Suatu hari, saya kesal sekali dengan sebuah cerpen yang sedang saya buat. Sebab tiba-tiba saja saya kehilangan ide untuk mengakhiri cerita itu. Padahal telah berlembar-lembar cerpen itu tertulis. Berulang kali dibaca ulang, diperbaiki sana-sini, mencoba mengubah sudut pandang cerita, sambil berharap mendapatkan ide untuk ending cerita, tetap saja gagal. Dan saya jadi begitu malas untuk menulis ide cerpen yang lainnya.
Malamnya, saya sudah melupakan kekesalan saya tersebut. Tiba-tiba saja telepon genggam saya berbunyi. Ada SMS. “Halo, apa kabar? Bln ini banyak lomba cerpen/novel : FLP,depdiknas,lampung,dll. Ayo ikut!” begitu bunyinya. Dari Billy.
Seketika saya langsung ingat cerpen yang membuat saya kesal itu. Bagaimana mau ikut lomba? Orang menyelesaikan satu buah saja susahnya minta ampun! Saya lantas bersungut-sungut, antara kesal sekaligus penasaran ingin ikut lomba.
Di hari yang lain lagi, saya sedang nyaris putus asa dengan cerpen-cerpen yang telah saya kirimkan ke beberapa penerbit dan majalah. Ah, sudahlah. Percuma saja membuat yang baru. Toh yang lama juga tidak ketahuan kabarnya, ditolak atau diterbitkan. Mood menulis pun merosot kembali. Dan hari itu adalah hari Ahad ke sekian saya tak lagi bisa hadir di pertemuan pekanan.
Dua hari kemudian, saya sedang bersiap untuk berangkat ke Bandung guna mengikuti tes editor di salah satu penerbit. Malam hari, telepon genggam saya berbunyi. Secara tak sadar saya melonjak kegirangan selepas membaca isi pesan yang masuk, “Congrats! Cerpennya di ALIA bagus.” Begitu bunyinya. Yang benar saja! Naskah itu sudah hampir setengah tahun lalu saya kirim, dan saya sudah pasrah saja dengan nasibnya. Jadilah dua hari di Bandung itu saya lewati dengan super semangat. Naskah saya dimuat! Walaupun saya belum yakin bila tidak melihatnya sendiri. Kalau tidak diberitahu, saya pun tak lagi berharap-harap dan menengok majalah tersebut. Thanks to Arul!
Mungkin kejadian-kejadian yang saya alami tidaklah begitu istimewa, tapi telah menjadi pompa semangat bagi saya yang nyaris kehilangan mimpi. Entah bagaimana.

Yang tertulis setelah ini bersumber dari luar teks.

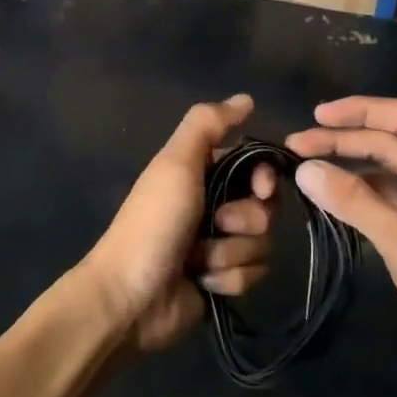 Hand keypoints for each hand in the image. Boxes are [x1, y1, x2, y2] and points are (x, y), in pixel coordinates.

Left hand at [79, 95, 276, 352]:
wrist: (130, 298)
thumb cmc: (153, 223)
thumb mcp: (176, 163)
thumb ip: (207, 124)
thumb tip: (246, 98)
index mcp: (202, 173)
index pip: (257, 167)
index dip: (265, 178)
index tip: (261, 190)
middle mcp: (215, 205)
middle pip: (265, 207)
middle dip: (244, 220)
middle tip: (218, 224)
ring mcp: (220, 246)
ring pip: (262, 244)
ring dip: (230, 253)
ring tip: (198, 260)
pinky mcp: (223, 281)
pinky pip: (253, 275)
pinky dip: (227, 279)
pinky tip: (201, 283)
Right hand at [286, 97, 396, 391]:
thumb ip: (354, 202)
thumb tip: (305, 169)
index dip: (359, 110)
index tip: (315, 115)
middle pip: (395, 144)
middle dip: (346, 141)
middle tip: (296, 149)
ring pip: (395, 174)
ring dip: (354, 169)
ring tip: (310, 174)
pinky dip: (368, 198)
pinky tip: (339, 205)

Seorang Aan pernah mengatakan, ketika kebetulan
Walaupun sekedar membaca milis (yang kadang isinya tidak saya mengerti), atau menerima SMS penyemangat dari seorang Billy dan Aan, teguran dari mbak Dala supaya terus berkarya dan hadir di pertemuan, atau desakan dari teman-teman dekat saya yang tahu-tahu ingin jadi anggota FLP, entah mungkin karena saya tidak sengaja berpromosi kepada mereka.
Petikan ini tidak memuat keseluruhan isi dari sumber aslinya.